Но не одну эту жестокую сторону жизни открыла Толстому его молодость. Та же новая сила породила совсем иные настроения. В них не было ничего постыдного, Толстой не только не старался избегать их, но весь отдавался новой мечте. Появилось стремление к личному счастью и противопоставило себя бурному потоку грубой мужской силы. Мечты о «поэтическом, сладостном счастии», которое казалось ему тогда «высшим счастьем жизни», заполонили воображение юноши: «В тот период времени, который я считаю пределом отрочества и началом юности, основой моих мечтаний были четыре чувства [и одно из них – ] любовь к ней, к воображаемой женщине, о которой я мечтал всегда в одном и том смысле и которую всякую минуту ожидал где-нибудь встретить» [6] .

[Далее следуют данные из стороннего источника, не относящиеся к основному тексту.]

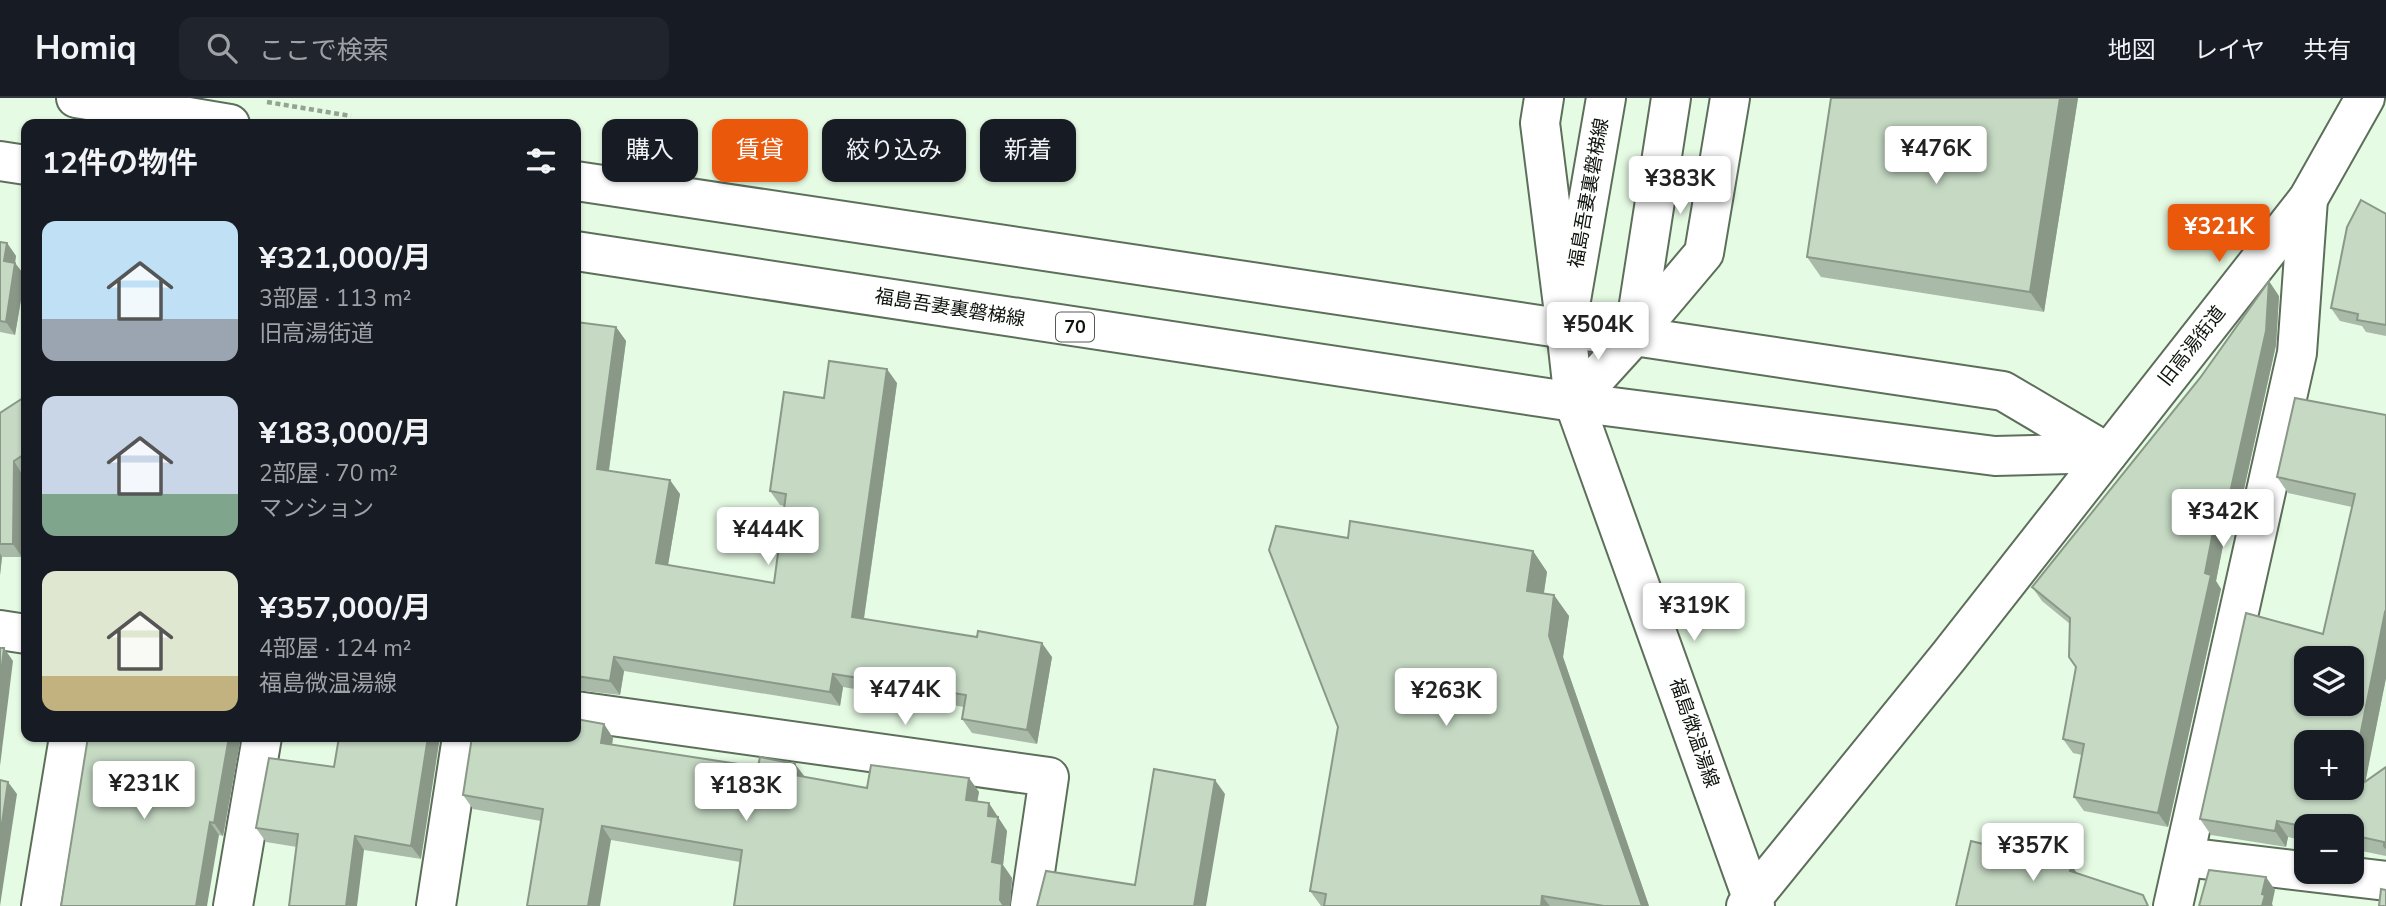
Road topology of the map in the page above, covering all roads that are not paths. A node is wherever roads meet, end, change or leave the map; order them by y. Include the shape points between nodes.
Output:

«После ужина и иногда ночной прогулки с кем-нибудь по саду… я уходил один спать на полу на галерею… Наконец… я оставался совершенно один и, зорко оглядываясь по сторонам, не видно ли где-нибудь подле клумбы или подле моей постели белой женщины, рысью бежал на галерею. И вот тогда я ложился на свою постель… смотрел в сад, слушал звуки ночи и мечтал о любви и счастии.

Тогда все получало для меня другой смысл… смысл слишком большой красоты и какого-то недоконченного счастия. И вот являлась она с длинною черною косой, высокой грудью, всегда печальная и прекрасная, с обнаженными руками, с сладострастными объятиями. Она любила меня, я жертвовал для одной минуты ее любви всею жизнью. Но луна все выше, выше, светлее и светлее стояла на небе, пышный блеск пруда, равномерно усиливающийся, как звук, становился яснее и яснее, тени становились чернее и чернее, свет прозрачнее и прозрачнее, и, вглядываясь и вслушиваясь во все это, что-то говорила мне, что она с обнаженными руками и пылкими объятиями – еще далеко-далеко не все счастие, что и любовь к ней – далеко-далеко еще не все благо; и чем больше я смотрел на высокий полный месяц, тем истинная красота и благо казались мне выше и выше, чище и чище и ближе и ближе к нему, к источнику всего прекрасного и благого, и слезы какой-то неудовлетворенной, но волнующей радости навертывались мне на глаза» [7] .

Так кончился «чудный… невинный, радостный, поэтический период детства», когда «невинная веселость и беспредельная потребность любви были главными побуждениями в жизни». Раскрылись глаза на новую, доселе не известную сторону человеческих отношений, тело стало предъявлять свои требования, душа стремилась к неизведанному счастью новой любви. Детское неведение сменилось острою борьбою слепого инстинкта, сознания и чувства.

II

72-летним стариком Лев Николаевич записал в дневнике: «Вспомнил свое отрочество, главное – юность и молодость. Мне не было внушено никаких нравственных начал – никаких; а кругом меня большие с уверенностью курили, пили, распутничали (в особенности распутничали), били людей и требовали от них труда. И многое другое я делал, не желая делать, только из подражания большим». – «Можно смотреть на половую потребность как на тяжелую повинность тела (так смотрел всю жизнь) и можно смотреть как на наслаждение (я редко впадал в этот грех)».

Мы видели страдания, следовавшие за первыми проявлениями «половой потребности». Но острая реакция не уменьшила силы влечения, оно оставалось непреодолимым, и «тяжелая повинность тела» захватила юного Толстого. Равнодушное одобрение окружающих, сочувствие и поощрение сверстников помогали работе инстинкта. Но Толстой подчинялся не без борьбы. Он чувствовал, что его юношеские порывы парализованы слепой силой, и чем больше падал, тем сильнее желал освободиться от этого тяжкого гнета.

Перед отъездом из Казани перед Львом Николаевичем, 19-летним юношей, уже встает вопрос об изменении направления всей его жизни. Он заболевает (быть может, беспорядочная жизнь была причиной этой болезни), поступает в клинику и здесь делает первую запись в дневнике: «Вот уже шесть дней, как я поступил в клинику, и вот шесть дней, как я почти доволен собой. Les petites causes produisent de grands effets… [8] Я стал на ту ступень, на которую я уже давно поставил ногу, но никак не мог перевалить туловище… Главная же польза состоит в том, что я ясно усмотрел, что беспорядочная жизнь, которую большая часть светских людей принимает за следствие молодости, есть ничто иное, как следствие раннего разврата души».